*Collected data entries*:
***

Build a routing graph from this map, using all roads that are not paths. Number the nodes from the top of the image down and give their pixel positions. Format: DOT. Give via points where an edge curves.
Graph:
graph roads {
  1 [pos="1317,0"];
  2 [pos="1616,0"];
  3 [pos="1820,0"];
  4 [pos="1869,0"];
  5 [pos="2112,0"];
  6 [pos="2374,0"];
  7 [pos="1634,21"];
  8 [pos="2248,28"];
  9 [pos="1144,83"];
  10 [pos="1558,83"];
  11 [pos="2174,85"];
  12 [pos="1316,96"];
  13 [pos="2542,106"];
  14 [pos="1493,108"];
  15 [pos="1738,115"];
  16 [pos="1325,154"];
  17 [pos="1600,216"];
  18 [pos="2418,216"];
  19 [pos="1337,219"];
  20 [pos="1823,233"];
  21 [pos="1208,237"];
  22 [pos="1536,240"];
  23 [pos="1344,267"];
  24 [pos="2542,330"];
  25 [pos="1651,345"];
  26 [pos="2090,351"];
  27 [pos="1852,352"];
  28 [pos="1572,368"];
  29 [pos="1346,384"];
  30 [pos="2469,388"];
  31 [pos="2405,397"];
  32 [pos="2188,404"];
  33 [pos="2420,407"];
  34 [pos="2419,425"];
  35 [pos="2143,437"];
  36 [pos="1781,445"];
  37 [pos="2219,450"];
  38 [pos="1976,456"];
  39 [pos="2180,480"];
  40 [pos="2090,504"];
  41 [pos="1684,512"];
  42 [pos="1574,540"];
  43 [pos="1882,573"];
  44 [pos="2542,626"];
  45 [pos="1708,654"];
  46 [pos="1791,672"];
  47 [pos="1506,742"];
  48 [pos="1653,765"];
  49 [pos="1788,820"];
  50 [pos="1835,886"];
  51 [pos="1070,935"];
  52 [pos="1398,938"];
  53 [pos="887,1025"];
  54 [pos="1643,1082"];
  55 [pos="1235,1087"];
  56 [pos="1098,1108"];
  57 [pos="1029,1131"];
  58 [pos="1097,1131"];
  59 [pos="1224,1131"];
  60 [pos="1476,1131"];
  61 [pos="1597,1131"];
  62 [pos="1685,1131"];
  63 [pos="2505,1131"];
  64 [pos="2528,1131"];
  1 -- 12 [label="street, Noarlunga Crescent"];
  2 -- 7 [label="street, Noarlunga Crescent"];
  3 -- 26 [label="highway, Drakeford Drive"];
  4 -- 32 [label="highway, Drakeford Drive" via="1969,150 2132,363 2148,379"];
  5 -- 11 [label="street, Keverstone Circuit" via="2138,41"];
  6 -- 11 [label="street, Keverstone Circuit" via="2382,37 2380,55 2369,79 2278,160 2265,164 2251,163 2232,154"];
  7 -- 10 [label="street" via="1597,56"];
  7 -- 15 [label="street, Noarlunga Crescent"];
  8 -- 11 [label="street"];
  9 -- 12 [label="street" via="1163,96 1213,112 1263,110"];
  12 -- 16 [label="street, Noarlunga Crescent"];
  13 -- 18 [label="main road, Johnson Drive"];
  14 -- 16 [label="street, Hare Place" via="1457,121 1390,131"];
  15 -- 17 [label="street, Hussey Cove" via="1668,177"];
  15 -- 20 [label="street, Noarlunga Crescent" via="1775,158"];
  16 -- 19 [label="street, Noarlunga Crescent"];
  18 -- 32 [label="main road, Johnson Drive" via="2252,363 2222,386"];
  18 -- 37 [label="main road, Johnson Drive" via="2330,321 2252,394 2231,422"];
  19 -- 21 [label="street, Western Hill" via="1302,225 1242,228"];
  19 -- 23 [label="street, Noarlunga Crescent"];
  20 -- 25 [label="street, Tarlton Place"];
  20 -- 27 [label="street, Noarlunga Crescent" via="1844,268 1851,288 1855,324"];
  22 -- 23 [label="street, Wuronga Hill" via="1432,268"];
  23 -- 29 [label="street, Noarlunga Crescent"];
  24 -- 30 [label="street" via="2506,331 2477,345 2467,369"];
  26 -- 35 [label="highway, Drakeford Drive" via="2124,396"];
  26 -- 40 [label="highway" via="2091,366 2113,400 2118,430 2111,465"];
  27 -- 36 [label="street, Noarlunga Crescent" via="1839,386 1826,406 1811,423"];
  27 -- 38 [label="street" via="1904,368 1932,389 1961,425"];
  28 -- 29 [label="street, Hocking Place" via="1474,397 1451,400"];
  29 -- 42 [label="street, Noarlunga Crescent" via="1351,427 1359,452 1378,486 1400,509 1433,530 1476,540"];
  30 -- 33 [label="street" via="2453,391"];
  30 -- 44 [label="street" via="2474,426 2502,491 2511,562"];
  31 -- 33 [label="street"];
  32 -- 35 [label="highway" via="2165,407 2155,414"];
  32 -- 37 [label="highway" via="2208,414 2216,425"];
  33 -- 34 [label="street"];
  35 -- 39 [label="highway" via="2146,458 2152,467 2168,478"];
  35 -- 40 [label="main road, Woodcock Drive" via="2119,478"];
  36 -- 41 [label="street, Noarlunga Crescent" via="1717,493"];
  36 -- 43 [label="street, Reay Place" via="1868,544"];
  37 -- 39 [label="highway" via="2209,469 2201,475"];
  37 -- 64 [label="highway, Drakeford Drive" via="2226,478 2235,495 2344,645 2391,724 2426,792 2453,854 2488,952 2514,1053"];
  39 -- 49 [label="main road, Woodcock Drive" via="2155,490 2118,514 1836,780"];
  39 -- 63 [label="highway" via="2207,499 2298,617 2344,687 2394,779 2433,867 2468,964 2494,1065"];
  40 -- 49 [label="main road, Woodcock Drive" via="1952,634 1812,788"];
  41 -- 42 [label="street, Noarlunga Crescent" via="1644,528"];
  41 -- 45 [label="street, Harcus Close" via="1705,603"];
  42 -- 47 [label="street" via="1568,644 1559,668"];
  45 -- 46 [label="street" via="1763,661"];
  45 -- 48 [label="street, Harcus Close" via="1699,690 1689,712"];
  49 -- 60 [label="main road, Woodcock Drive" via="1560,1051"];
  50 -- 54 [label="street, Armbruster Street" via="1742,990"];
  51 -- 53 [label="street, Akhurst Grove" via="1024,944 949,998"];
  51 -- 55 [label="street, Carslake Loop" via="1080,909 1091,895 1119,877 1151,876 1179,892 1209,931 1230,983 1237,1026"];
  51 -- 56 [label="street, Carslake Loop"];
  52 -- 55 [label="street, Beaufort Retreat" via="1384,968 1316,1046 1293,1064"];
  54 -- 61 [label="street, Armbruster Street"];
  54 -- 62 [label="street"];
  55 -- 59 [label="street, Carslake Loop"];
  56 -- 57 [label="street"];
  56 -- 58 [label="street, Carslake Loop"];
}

***

*Brief*: Once you have read the data above, print all of it again exactly.

*Answer to this task*:
Build a routing graph from this map, using all roads that are not paths. Number the nodes from the top of the image down and give their pixel positions. Format: DOT. Give via points where an edge curves.
Graph:
graph roads {
  1 [pos="1317,0"];
  2 [pos="1616,0"];
  3 [pos="1820,0"];
  4 [pos="1869,0"];
  5 [pos="2112,0"];
  6 [pos="2374,0"];
  7 [pos="1634,21"];
  8 [pos="2248,28"];
  9 [pos="1144,83"];
  10 [pos="1558,83"];
  11 [pos="2174,85"];
  12 [pos="1316,96"];
  13 [pos="2542,106"];
  14 [pos="1493,108"];
  15 [pos="1738,115"];
  16 [pos="1325,154"];
  17 [pos="1600,216"];
  18 [pos="2418,216"];
  19 [pos="1337,219"];
  20 [pos="1823,233"];
  21 [pos="1208,237"];
  22 [pos="1536,240"];
  23 [pos="1344,267"];
  24 [pos="2542,330"];
  25 [pos="1651,345"];
  26 [pos="2090,351"];
  27 [pos="1852,352"];
  28 [pos="1572,368"];
  29 [pos="1346,384"];
  30 [pos="2469,388"];
  31 [pos="2405,397"];
  32 [pos="2188,404"];
  33 [pos="2420,407"];
  34 [pos="2419,425"];
  35 [pos="2143,437"];
  36 [pos="1781,445"];
  37 [pos="2219,450"];
  38 [pos="1976,456"];
  39 [pos="2180,480"];
  40 [pos="2090,504"];
  41 [pos="1684,512"];
  42 [pos="1574,540"];
  43 [pos="1882,573"];
  44 [pos="2542,626"];
  45 [pos="1708,654"];
  46 [pos="1791,672"];
  47 [pos="1506,742"];
  48 [pos="1653,765"];
  49 [pos="1788,820"];
  50 [pos="1835,886"];
  51 [pos="1070,935"];
  52 [pos="1398,938"];
  53 [pos="887,1025"];
  54 [pos="1643,1082"];
  55 [pos="1235,1087"];
  56 [pos="1098,1108"];
  57 [pos="1029,1131"];
  58 [pos="1097,1131"];
  59 [pos="1224,1131"];
  60 [pos="1476,1131"];
  61 [pos="1597,1131"];
  62 [pos="1685,1131"];
  63 [pos="2505,1131"];
  64 [pos="2528,1131"];
  1 -- 12 [label="street, Noarlunga Crescent"];
  2 -- 7 [label="street, Noarlunga Crescent"];
  3 -- 26 [label="highway, Drakeford Drive"];
  4 -- 32 [label="highway, Drakeford Drive" via="1969,150 2132,363 2148,379"];
  5 -- 11 [label="street, Keverstone Circuit" via="2138,41"];
  6 -- 11 [label="street, Keverstone Circuit" via="2382,37 2380,55 2369,79 2278,160 2265,164 2251,163 2232,154"];
  7 -- 10 [label="street" via="1597,56"];
  7 -- 15 [label="street, Noarlunga Crescent"];
  8 -- 11 [label="street"];
  9 -- 12 [label="street" via="1163,96 1213,112 1263,110"];
  12 -- 16 [label="street, Noarlunga Crescent"];
  13 -- 18 [label="main road, Johnson Drive"];
  14 -- 16 [label="street, Hare Place" via="1457,121 1390,131"];
  15 -- 17 [label="street, Hussey Cove" via="1668,177"];
  15 -- 20 [label="street, Noarlunga Crescent" via="1775,158"];
  16 -- 19 [label="street, Noarlunga Crescent"];
  18 -- 32 [label="main road, Johnson Drive" via="2252,363 2222,386"];
  18 -- 37 [label="main road, Johnson Drive" via="2330,321 2252,394 2231,422"];
  19 -- 21 [label="street, Western Hill" via="1302,225 1242,228"];
  19 -- 23 [label="street, Noarlunga Crescent"];
  20 -- 25 [label="street, Tarlton Place"];
  20 -- 27 [label="street, Noarlunga Crescent" via="1844,268 1851,288 1855,324"];
  22 -- 23 [label="street, Wuronga Hill" via="1432,268"];
  23 -- 29 [label="street, Noarlunga Crescent"];
  24 -- 30 [label="street" via="2506,331 2477,345 2467,369"];
  26 -- 35 [label="highway, Drakeford Drive" via="2124,396"];
  26 -- 40 [label="highway" via="2091,366 2113,400 2118,430 2111,465"];
  27 -- 36 [label="street, Noarlunga Crescent" via="1839,386 1826,406 1811,423"];
  27 -- 38 [label="street" via="1904,368 1932,389 1961,425"];
  28 -- 29 [label="street, Hocking Place" via="1474,397 1451,400"];
  29 -- 42 [label="street, Noarlunga Crescent" via="1351,427 1359,452 1378,486 1400,509 1433,530 1476,540"];
  30 -- 33 [label="street" via="2453,391"];
  30 -- 44 [label="street" via="2474,426 2502,491 2511,562"];
  31 -- 33 [label="street"];
  32 -- 35 [label="highway" via="2165,407 2155,414"];
  32 -- 37 [label="highway" via="2208,414 2216,425"];
  33 -- 34 [label="street"];
  35 -- 39 [label="highway" via="2146,458 2152,467 2168,478"];
  35 -- 40 [label="main road, Woodcock Drive" via="2119,478"];
  36 -- 41 [label="street, Noarlunga Crescent" via="1717,493"];
  36 -- 43 [label="street, Reay Place" via="1868,544"];
  37 -- 39 [label="highway" via="2209,469 2201,475"];
  37 -- 64 [label="highway, Drakeford Drive" via="2226,478 2235,495 2344,645 2391,724 2426,792 2453,854 2488,952 2514,1053"];
  39 -- 49 [label="main road, Woodcock Drive" via="2155,490 2118,514 1836,780"];
  39 -- 63 [label="highway" via="2207,499 2298,617 2344,687 2394,779 2433,867 2468,964 2494,1065"];
  40 -- 49 [label="main road, Woodcock Drive" via="1952,634 1812,788"];
  41 -- 42 [label="street, Noarlunga Crescent" via="1644,528"];
  41 -- 45 [label="street, Harcus Close" via="1705,603"];
  42 -- 47 [label="street" via="1568,644 1559,668"];
  45 -- 46 [label="street" via="1763,661"];
  45 -- 48 [label="street, Harcus Close" via="1699,690 1689,712"];
  49 -- 60 [label="main road, Woodcock Drive" via="1560,1051"];
  50 -- 54 [label="street, Armbruster Street" via="1742,990"];
  51 -- 53 [label="street, Akhurst Grove" via="1024,944 949,998"];
  51 -- 55 [label="street, Carslake Loop" via="1080,909 1091,895 1119,877 1151,876 1179,892 1209,931 1230,983 1237,1026"];
  51 -- 56 [label="street, Carslake Loop"];
  52 -- 55 [label="street, Beaufort Retreat" via="1384,968 1316,1046 1293,1064"];
  54 -- 61 [label="street, Armbruster Street"];
  54 -- 62 [label="street"];
  55 -- 59 [label="street, Carslake Loop"];
  56 -- 57 [label="street"];
  56 -- 58 [label="street, Carslake Loop"];
}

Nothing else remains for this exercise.